Tuesday, August 16, 2011

Preschool



In three weeks I will be taking Owen to his first day of preschool....I'm not really sure how I feel. Owen and I are buds. We hardly ever spend any time apart and we bicker and laugh and tease and pick on daddy....he is just a good boy. A great brother to Wyatt and a perfect son to me and Kris.


I will be sad but also so happy for him knowing that he will be socializing with kids his own age. After all I must say that I get pretty boring fast and Wyatt too....he needs kids his own age. I can't wait to see all of the friends he will meet. I can't wait to watch him come home with birthday party invitations from all of the other kids in his class. I can't wait for him mature into a little man instead of a sweet little innocent boy like he is now. I can't wait for all of these things to happen to him, yet at the same time I never want him to really "grow" up. I want him to stay my sweet, innocent little boy forever. I want him to be my buddy forever. I want him to want to do things with his mommy forever!

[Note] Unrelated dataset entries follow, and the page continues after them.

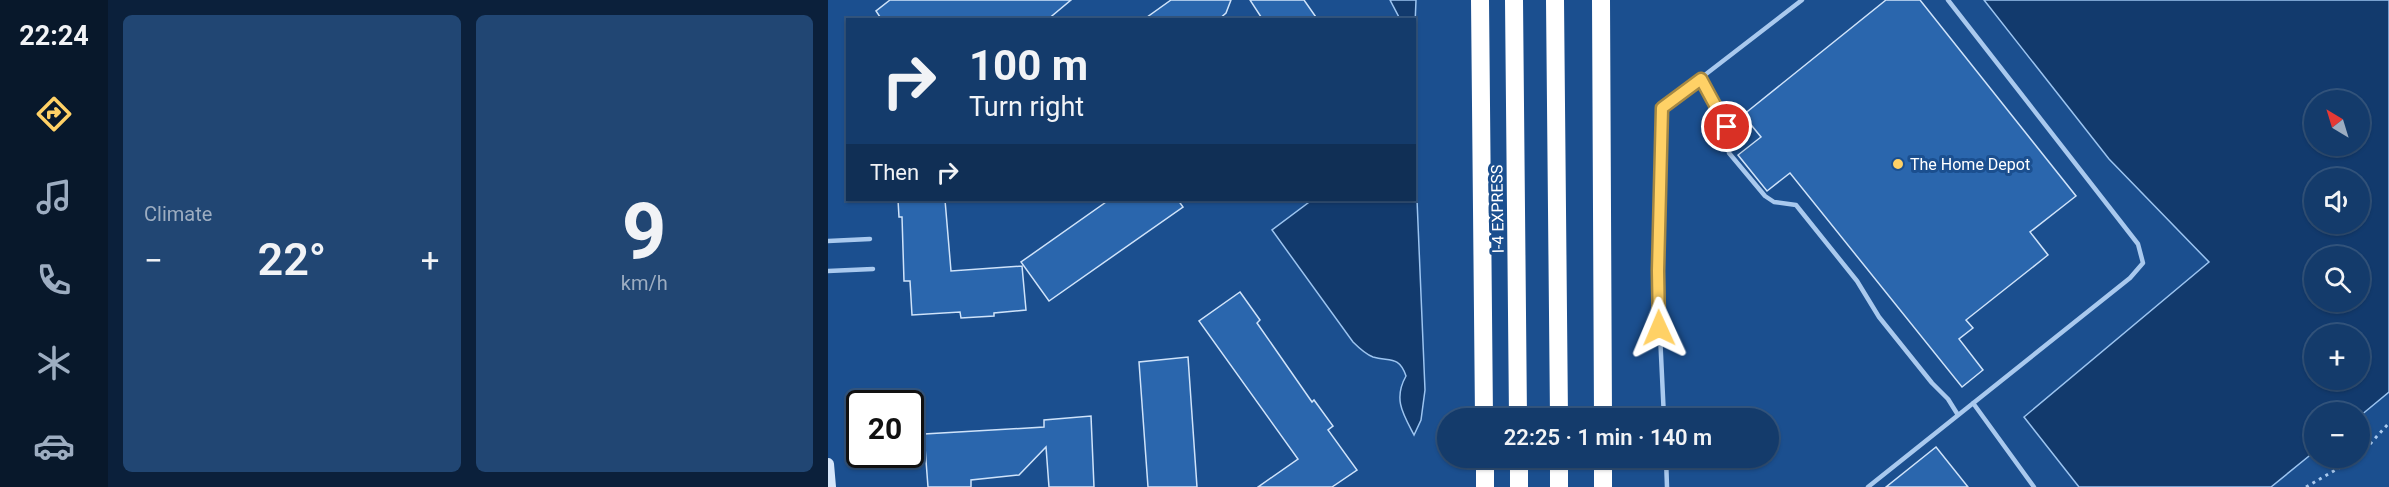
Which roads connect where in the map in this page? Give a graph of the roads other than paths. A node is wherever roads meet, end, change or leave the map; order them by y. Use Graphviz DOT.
graph roads {
  1 [pos="1480,0"];
  2 [pos="1514,0"];
  3 [pos="1555,0"];
  4 [pos="1601,0"];
  5 [pos="1802,0"];
  6 [pos="1948,0"];
  7 [pos="1701,79"];
  8 [pos="870,239"];
  9 [pos="828,241"];
  10 [pos="873,269"];
  11 [pos="828,271"];
  12 [pos="1973,403"];
  13 [pos="1484,408"];
  14 [pos="1518,408"];
  15 [pos="1559,408"];
  16 [pos="1603,408"];
  17 [pos="1664,408"];
  18 [pos="1958,415"];
  19 [pos="828,464"];
  20 [pos="1485,468"];
  21 [pos="1519,468"];
  22 [pos="1559,468"];
  23 [pos="1603,468"];
  24 [pos="1666,468"];
  25 [pos="830,487"];
  26 [pos="1485,487"];
  27 [pos="1519,487"];
  28 [pos="1559,487"];
  29 [pos="1603,487"];
  30 [pos="1667,487"];
  31 [pos="1868,487"];
  32 [pos="2034,487"];
  1 -- 13 [label="highway"];
  2 -- 14 [label="highway, I-4 EXPRESS"];
  3 -- 15 [label="highway"];
  4 -- 16 [label="highway"];
  5 -- 7 [label="lane"];
  6 -- 12 [label="lane"];
  7 -- 17 [label="lane"];
  7 -- 18 [label="lane"];
  8 -- 9 [label="lane"];
  10 -- 11 [label="lane"];
  12 -- 18 [label="lane"];
  12 -- 32 [label="lane"];
  18 -- 31 [label="lane"];
  19 -- 25 [label="street"];
  20 -- 26 [label="highway"];
  21 -- 27 [label="highway"];
  22 -- 28 [label="highway"];
  23 -- 29 [label="highway"];
  24 -- 30 [label="lane"];
}
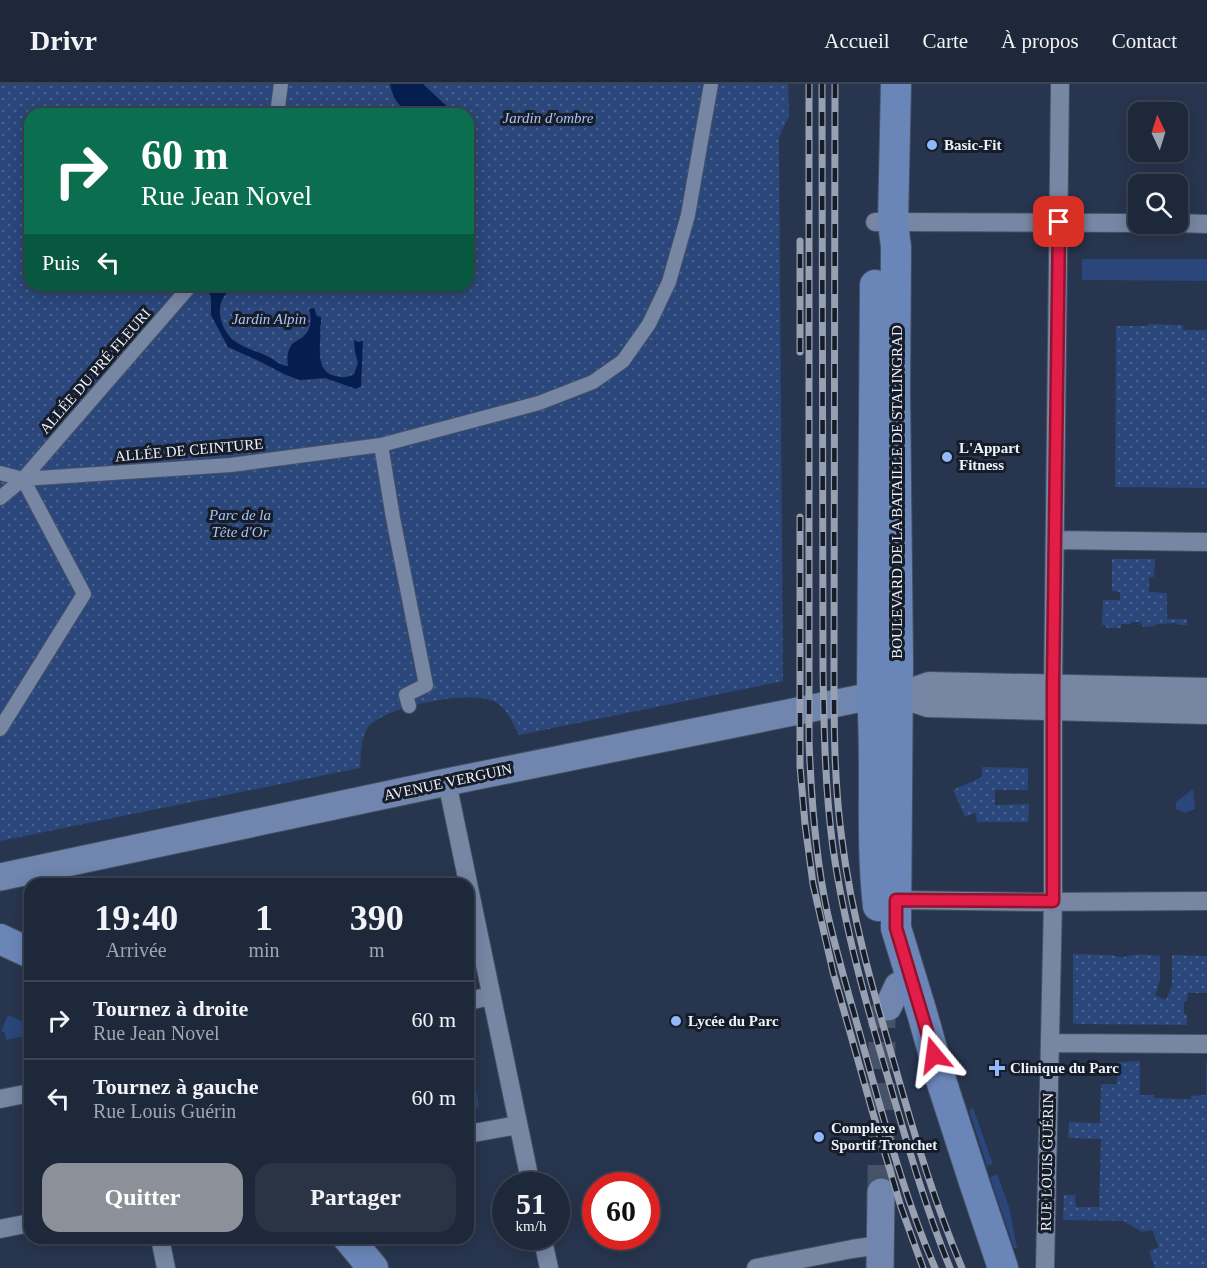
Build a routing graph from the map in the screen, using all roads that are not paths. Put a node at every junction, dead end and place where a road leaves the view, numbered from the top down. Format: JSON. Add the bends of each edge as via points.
{"nodes":[{"id":1,"x":281,"y":84,"type":"edge"},
{"id":2,"x":711,"y":84,"type":"edge"},
{"id":3,"x":876,"y":84,"type":"edge"},
{"id":4,"x":896,"y":84,"type":"edge"},
{"id":5,"x":1060,"y":84,"type":"edge"},
{"id":6,"x":278,"y":108,"type":"edge"},
{"id":7,"x":1059,"y":222,"type":"junction"},
{"id":8,"x":884,"y":223,"type":"junction"},
{"id":9,"x":1128,"y":223,"type":"edge"},
{"id":10,"x":1188,"y":224,"type":"edge"},
{"id":11,"x":1207,"y":224,"type":"edge"},
{"id":12,"x":186,"y":291,"type":"edge"},
{"id":13,"x":381,"y":445,"type":"junction"},
{"id":14,"x":0,"y":473,"type":"edge"},
{"id":15,"x":23,"y":479,"type":"junction"},
{"id":16,"x":0,"y":498,"type":"edge"},
{"id":17,"x":1054,"y":540,"type":"junction"},
{"id":18,"x":1207,"y":542,"type":"edge"},
{"id":19,"x":1207,"y":690,"type":"edge"},
{"id":20,"x":885,"y":696,"type":"junction"},
{"id":21,"x":1053,"y":698,"type":"junction"},
{"id":22,"x":409,"y":706,"type":"dead end"},
{"id":23,"x":1207,"y":712,"type":"edge"},
{"id":24,"x":0,"y":729,"type":"edge"},
{"id":25,"x":447,"y":782,"type":"junction"},
{"id":26,"x":54,"y":876,"type":"edge"},
{"id":27,"x":0,"y":877,"type":"edge"},
{"id":28,"x":467,"y":878,"type":"edge"},
{"id":29,"x":886,"y":893,"type":"junction"},
{"id":30,"x":1053,"y":901,"type":"junction"},
{"id":31,"x":1207,"y":901,"type":"edge"},
{"id":32,"x":474,"y":913,"type":"edge"},
{"id":33,"x":0,"y":939,"type":"edge"},
{"id":34,"x":24,"y":950,"type":"edge"},
{"id":35,"x":491,"y":996,"type":"junction"},
{"id":36,"x":474,"y":999,"type":"edge"},
{"id":37,"x":1050,"y":1043,"type":"junction"},
{"id":38,"x":1207,"y":1044,"type":"edge"},
{"id":39,"x":24,"y":1094,"type":"edge"},
{"id":40,"x":0,"y":1099,"type":"edge"},
{"id":41,"x":518,"y":1125,"type":"junction"},
{"id":42,"x":474,"y":1133,"type":"edge"},
{"id":43,"x":528,"y":1172,"type":"edge"},
{"id":44,"x":881,"y":1192,"type":"tunnel mouth"},
{"id":45,"x":24,"y":1224,"type":"edge"},
{"id":46,"x":0,"y":1229,"type":"edge"},
{"id":47,"x":161,"y":1244,"type":"edge"},
{"id":48,"x":353,"y":1244,"type":"edge"},
{"id":49,"x":545,"y":1250,"type":"edge"},
{"id":50,"x":880,"y":1257,"type":"edge"},
{"id":51,"x":166,"y":1268,"type":"edge"},
{"id":52,"x":373,"y":1268,"type":"edge"},
{"id":53,"x":549,"y":1268,"type":"edge"},
{"id":54,"x":756,"y":1268,"type":"edge"},
{"id":55,"x":984,"y":1268,"type":"edge"},
{"id":56,"x":1003,"y":1268,"type":"edge"},
{"id":57,"x":1045,"y":1268,"type":"edge"}],
"edges":[{"from":1,"to":6,"type":"street"},
{"from":2,"to":13,"type":"street","name":"ALLÉE DE CEINTURE","via":[[688,215],[669,282],[649,324],[623,361],[593,381],[539,403]]},
{"from":3,"to":8,"type":"main road","name":"BOULEVARD DE LA BATAILLE DE STALINGRAD"},
{"from":4,"to":8,"type":"main road","name":"BOULEVARD DE LA BATAILLE DE STALINGRAD"},
{"from":5,"to":7,"type":"street","name":"RUE LOUIS GUÉRIN"},
{"from":7,"to":8,"type":"street"},
{"from":7,"to":9,"type":"street"},
{"from":7,"to":17,"type":"street","name":"RUE LOUIS GUÉRIN"},
{"from":8,"to":20,"type":"main road","name":"BOULEVARD DE LA BATAILLE DE STALINGRAD","via":[[896,247]]},
{"from":10,"to":11,"type":"street"},
{"from":12,"to":15,"type":"street","name":"ALLÉE DU PRÉ FLEURI"},
{"from":13,"to":15,"type":"street","name":"ALLÉE DE CEINTURE","via":[[231,465]]},
{"from":13,"to":22,"type":"street","via":[[426,685],[406,695]]},
{"from":14,"to":15,"type":"street","name":"ALLÉE DE CEINTURE"},
{"from":15,"to":16,"type":"street","name":"ALLÉE DU PRÉ FLEURI"},
{"from":15,"to":24,"type":"street","via":[[84,594]]},
{"from":17,"to":18,"type":"street"},
{"from":17,"to":21,"type":"street","name":"RUE LOUIS GUÉRIN"},
{"from":19,"to":21,"type":"street"},
{"from":20,"to":21,"type":"street","via":[[928,705]]},
{"from":20,"to":25,"type":"main road","name":"AVENUE VERGUIN"},
{"from":20,"to":29,"type":"main road","name":"BOULEVARD DE LA BATAILLE DE STALINGRAD"},
{"from":21,"to":23,"type":"street"},
{"from":21,"to":30,"type":"street","name":"RUE LOUIS GUÉRIN"},
{"from":25,"to":26,"type":"main road","name":"AVENUE VERGUIN"},
{"from":25,"to":28,"type":"street"},
{"from":26,"to":27,"type":"main road","name":"AVENUE VERGUIN"},
{"from":29,"to":30,"type":"street"},
{"from":29,"to":55,"type":"main road","via":[[883,934],[893,996],[906,1016]]},
{"from":29,"to":56,"type":"main road","via":[[941,1080]]},
{"from":30,"to":31,"type":"street"},
{"from":30,"to":37,"type":"street","name":"RUE LOUIS GUÉRIN"},
{"from":32,"to":35,"type":"street"},
{"from":33,"to":34,"type":"main road"},
{"from":35,"to":36,"type":"street"},
{"from":35,"to":41,"type":"street"},
{"from":37,"to":38,"type":"street"},
{"from":37,"to":57,"type":"street","name":"RUE LOUIS GUÉRIN"},
{"from":39,"to":40,"type":"street"},
{"from":41,"to":42,"type":"street"},
{"from":41,"to":43,"type":"street"},
{"from":44,"to":50,"type":"main road"},
{"from":45,"to":46,"type":"street"},
{"from":47,"to":51,"type":"street"},
{"from":48,"to":52,"type":"main road"},
{"from":49,"to":53,"type":"street"},
{"from":50,"to":54,"type":"street","via":[[852,1249]]}]}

We picked out his backpack the other day. A CARS backpack with a CARS lunch box attached. Appropriate for him. He will love it, he will do great! I on the other hand need to learn how to adjust that my boy is 4 and ready for preschool.


Kris and I picked a nice Christian school for him. We are hoping we will be happy there and keep him at the school through 8th grade. (there has been talk about making in k-12 so we will see if this will happen)


I will obviously post again once his first day comes and take pictures of him but for now I just wanted to get these things off of my chest and on paper.